- _EXERCISE PROMPT_
Apart from any images, the entries are to be output exactly.

PROVIDED MATERIAL: Begin

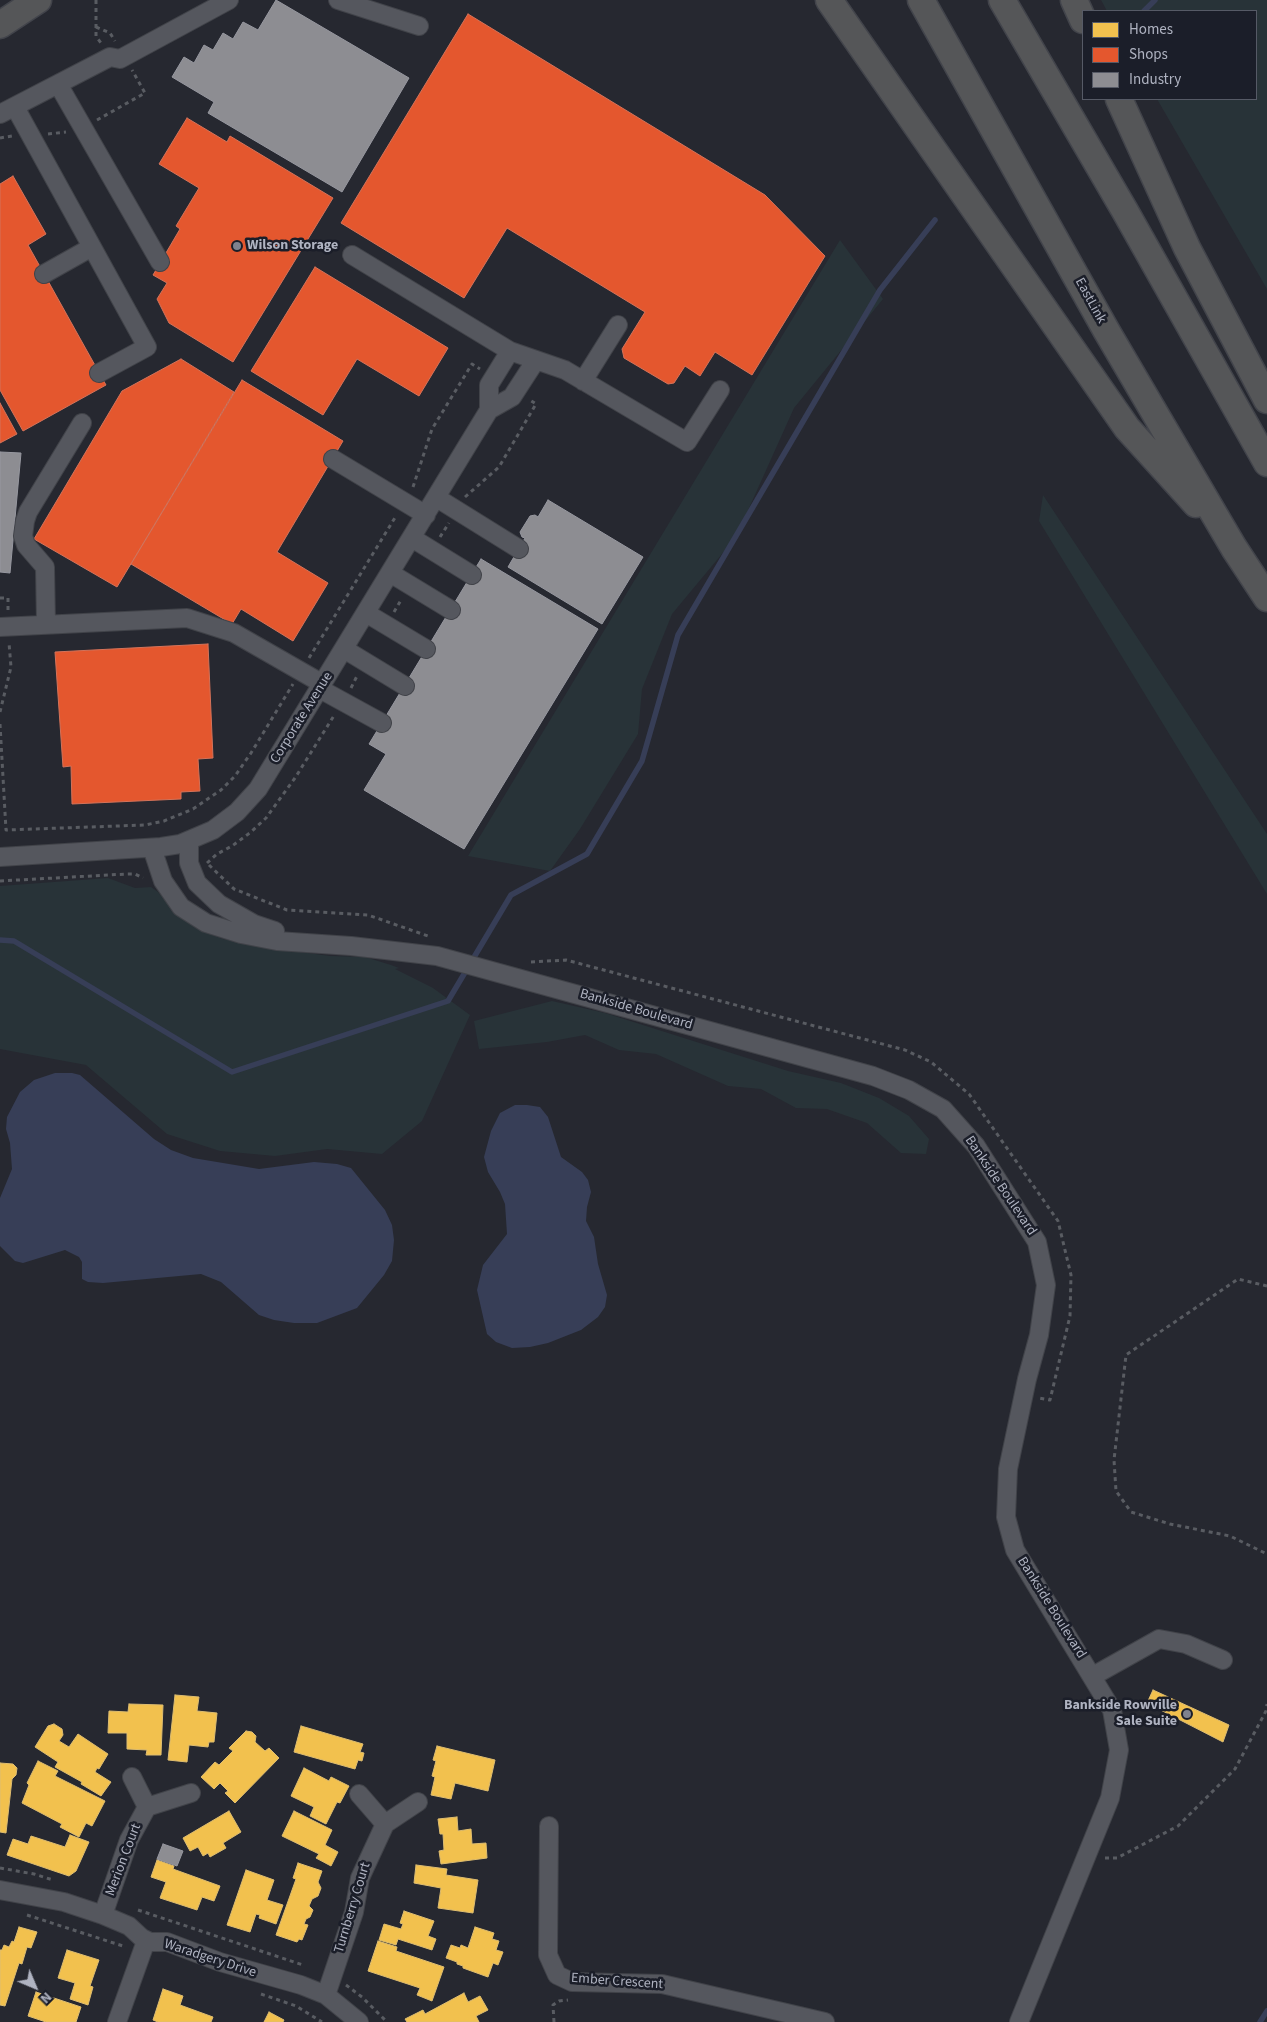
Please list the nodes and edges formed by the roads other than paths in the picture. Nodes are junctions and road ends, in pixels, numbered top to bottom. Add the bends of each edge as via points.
1 (38, 0) edge
2 (229, 0) edge
3 (338, 0) edge
4 (829, 0) edge
5 (921, 0) edge
6 (1002, 0) edge
7 (1074, 0) edge
8 (1082, 18) edge
9 (0, 25) edge
10 (419, 26) dead end
11 (58, 84) junction
12 (1119, 100) edge
13 (7, 110) edge
14 (92, 247) junction
15 (352, 255) dead end
16 (160, 262) dead end
17 (44, 274) dead end
18 (618, 325) dead end
19 (510, 351) junction
20 (536, 360) junction
21 (99, 373) dead end
22 (583, 381) junction
23 (720, 390) dead end
24 (1267, 400) edge
25 (489, 410) junction
26 (82, 423) dead end
27 (333, 458) dead end
28 (1267, 463) edge
29 (437, 498) junction
30 (426, 514) junction
31 (412, 538) junction
32 (1234, 548) junction
33 (519, 549) dead end
34 (390, 574) junction
35 (472, 575) dead end
36 (1267, 598) edge
37 (450, 610) dead end
38 (366, 613) junction
39 (46, 624) junction
40 (4, 627) edge
41 (344, 649) junction
42 (426, 649) dead end
43 (322, 686) junction
44 (405, 686) dead end
45 (382, 722) dead end
46 (189, 841) junction
47 (152, 848) junction
48 (0, 857) edge
49 (314, 944) junction
50 (1223, 1660) dead end
51 (1093, 1676) junction
52 (132, 1777) dead end
53 (191, 1793) dead end
54 (359, 1794) dead end
55 (418, 1802) dead end
56 (147, 1807) junction
57 (385, 1824) junction
58 (549, 1826) dead end
59 (0, 1890) edge
60 (103, 1915) junction
61 (146, 1941) junction
62 (326, 1995) junction
63 (117, 2022) edge
64 (359, 2022) edge
65 (825, 2022) edge
66 (1019, 2022) edge

1 - 9 highway
2 - 11 street
3 - 10 street
4 - 32 highway via 1127,428
5 - 32 highway, EastLink via 1106,330
6 - 28 highway
7 - 8 highway
11 - 13 street
11 - 16 street
12 - 24 highway via 1187,248
13 - 14 street via 30,135
14 - 17 street
14 - 21 street via 147,347
15 - 19 street
18 - 22 street
19 - 20 street
19 - 25 street via 489,385
20 - 22 street via 565,370
20 - 25 street via 512,397
22 - 23 street via 687,442
25 - 29 street, Corporate Avenue
26 - 39 street via 25,521 26,545 45,567
27 - 30 street
29 - 30 street, Corporate Avenue
29 - 33 street
30 - 31 street, Corporate Avenue
31 - 34 street, Corporate Avenue
31 - 35 street
32 - 36 highway, EastLink
34 - 37 street
34 - 38 street, Corporate Avenue
38 - 41 street, Corporate Avenue
38 - 42 street
39 - 40 street
39 - 43 street via 187,618 234,633
41 - 43 street, Corporate Avenue
41 - 44 street
43 - 45 street
43 - 46 street, Corporate Avenue via 254,793 221,825
46 - 47 street, Corporate Avenue
46 - 49 street, Bankside Boulevard via 191,871 197,882 219,904 254,924
47 - 48 street, Corporate Avenue
47 - 49 street, Bankside Boulevard via 163,881 181,907 206,923 277,941
49 - 51 street, Bankside Boulevard via 437,948 522,970 873,1076 909,1090 943,1109 976,1146 1037,1242 1046,1285 1039,1335 1008,1469 1006,1517 1015,1550
50 - 51 street via 1186,1644 1159,1639
51 - 66 street, Bankside Boulevard via 1112,1710 1119,1750 1110,1798
52 - 56 street, Merion Court
53 - 56 street, Merion Court
54 - 57 street
55 - 57 street
56 - 60 street, Merion Court via 129,1840
57 - 62 street, Turnberry Court via 360,1878 354,1912
58 - 65 street, Ember Crescent via 548,1955 557,1975 572,1982 662,1984
59 - 60 street, Waradgery Drive via 51,1899
60 - 61 street, Waradgery Drive via 132,1927
61 - 62 street, Waradgery Drive via 166,1942
61 - 63 street
62 - 64 street, Waradgery Drive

PROVIDED MATERIAL: End

- _SOLUTION FOR THIS PROBLEM_
Please list the nodes and edges formed by the roads other than paths in the picture. Nodes are junctions and road ends, in pixels, numbered top to bottom. Add the bends of each edge as via points.
1 (38, 0) edge
2 (229, 0) edge
3 (338, 0) edge
4 (829, 0) edge
5 (921, 0) edge
6 (1002, 0) edge
7 (1074, 0) edge
8 (1082, 18) edge
9 (0, 25) edge
10 (419, 26) dead end
11 (58, 84) junction
12 (1119, 100) edge
13 (7, 110) edge
14 (92, 247) junction
15 (352, 255) dead end
16 (160, 262) dead end
17 (44, 274) dead end
18 (618, 325) dead end
19 (510, 351) junction
20 (536, 360) junction
21 (99, 373) dead end
22 (583, 381) junction
23 (720, 390) dead end
24 (1267, 400) edge
25 (489, 410) junction
26 (82, 423) dead end
27 (333, 458) dead end
28 (1267, 463) edge
29 (437, 498) junction
30 (426, 514) junction
31 (412, 538) junction
32 (1234, 548) junction
33 (519, 549) dead end
34 (390, 574) junction
35 (472, 575) dead end
36 (1267, 598) edge
37 (450, 610) dead end
38 (366, 613) junction
39 (46, 624) junction
40 (4, 627) edge
41 (344, 649) junction
42 (426, 649) dead end
43 (322, 686) junction
44 (405, 686) dead end
45 (382, 722) dead end
46 (189, 841) junction
47 (152, 848) junction
48 (0, 857) edge
49 (314, 944) junction
50 (1223, 1660) dead end
51 (1093, 1676) junction
52 (132, 1777) dead end
53 (191, 1793) dead end
54 (359, 1794) dead end
55 (418, 1802) dead end
56 (147, 1807) junction
57 (385, 1824) junction
58 (549, 1826) dead end
59 (0, 1890) edge
60 (103, 1915) junction
61 (146, 1941) junction
62 (326, 1995) junction
63 (117, 2022) edge
64 (359, 2022) edge
65 (825, 2022) edge
66 (1019, 2022) edge

1 - 9 highway
2 - 11 street
3 - 10 street
4 - 32 highway via 1127,428
5 - 32 highway, EastLink via 1106,330
6 - 28 highway
7 - 8 highway
11 - 13 street
11 - 16 street
12 - 24 highway via 1187,248
13 - 14 street via 30,135
14 - 17 street
14 - 21 street via 147,347
15 - 19 street
18 - 22 street
19 - 20 street
19 - 25 street via 489,385
20 - 22 street via 565,370
20 - 25 street via 512,397
22 - 23 street via 687,442
25 - 29 street, Corporate Avenue
26 - 39 street via 25,521 26,545 45,567
27 - 30 street
29 - 30 street, Corporate Avenue
29 - 33 street
30 - 31 street, Corporate Avenue
31 - 34 street, Corporate Avenue
31 - 35 street
32 - 36 highway, EastLink
34 - 37 street
34 - 38 street, Corporate Avenue
38 - 41 street, Corporate Avenue
38 - 42 street
39 - 40 street
39 - 43 street via 187,618 234,633
41 - 43 street, Corporate Avenue
41 - 44 street
43 - 45 street
43 - 46 street, Corporate Avenue via 254,793 221,825
46 - 47 street, Corporate Avenue
46 - 49 street, Bankside Boulevard via 191,871 197,882 219,904 254,924
47 - 48 street, Corporate Avenue
47 - 49 street, Bankside Boulevard via 163,881 181,907 206,923 277,941
49 - 51 street, Bankside Boulevard via 437,948 522,970 873,1076 909,1090 943,1109 976,1146 1037,1242 1046,1285 1039,1335 1008,1469 1006,1517 1015,1550
50 - 51 street via 1186,1644 1159,1639
51 - 66 street, Bankside Boulevard via 1112,1710 1119,1750 1110,1798
52 - 56 street, Merion Court
53 - 56 street, Merion Court
54 - 57 street
55 - 57 street
56 - 60 street, Merion Court via 129,1840
57 - 62 street, Turnberry Court via 360,1878 354,1912
58 - 65 street, Ember Crescent via 548,1955 557,1975 572,1982 662,1984
59 - 60 street, Waradgery Drive via 51,1899
60 - 61 street, Waradgery Drive via 132,1927
61 - 62 street, Waradgery Drive via 166,1942
61 - 63 street
62 - 64 street, Waradgery Drive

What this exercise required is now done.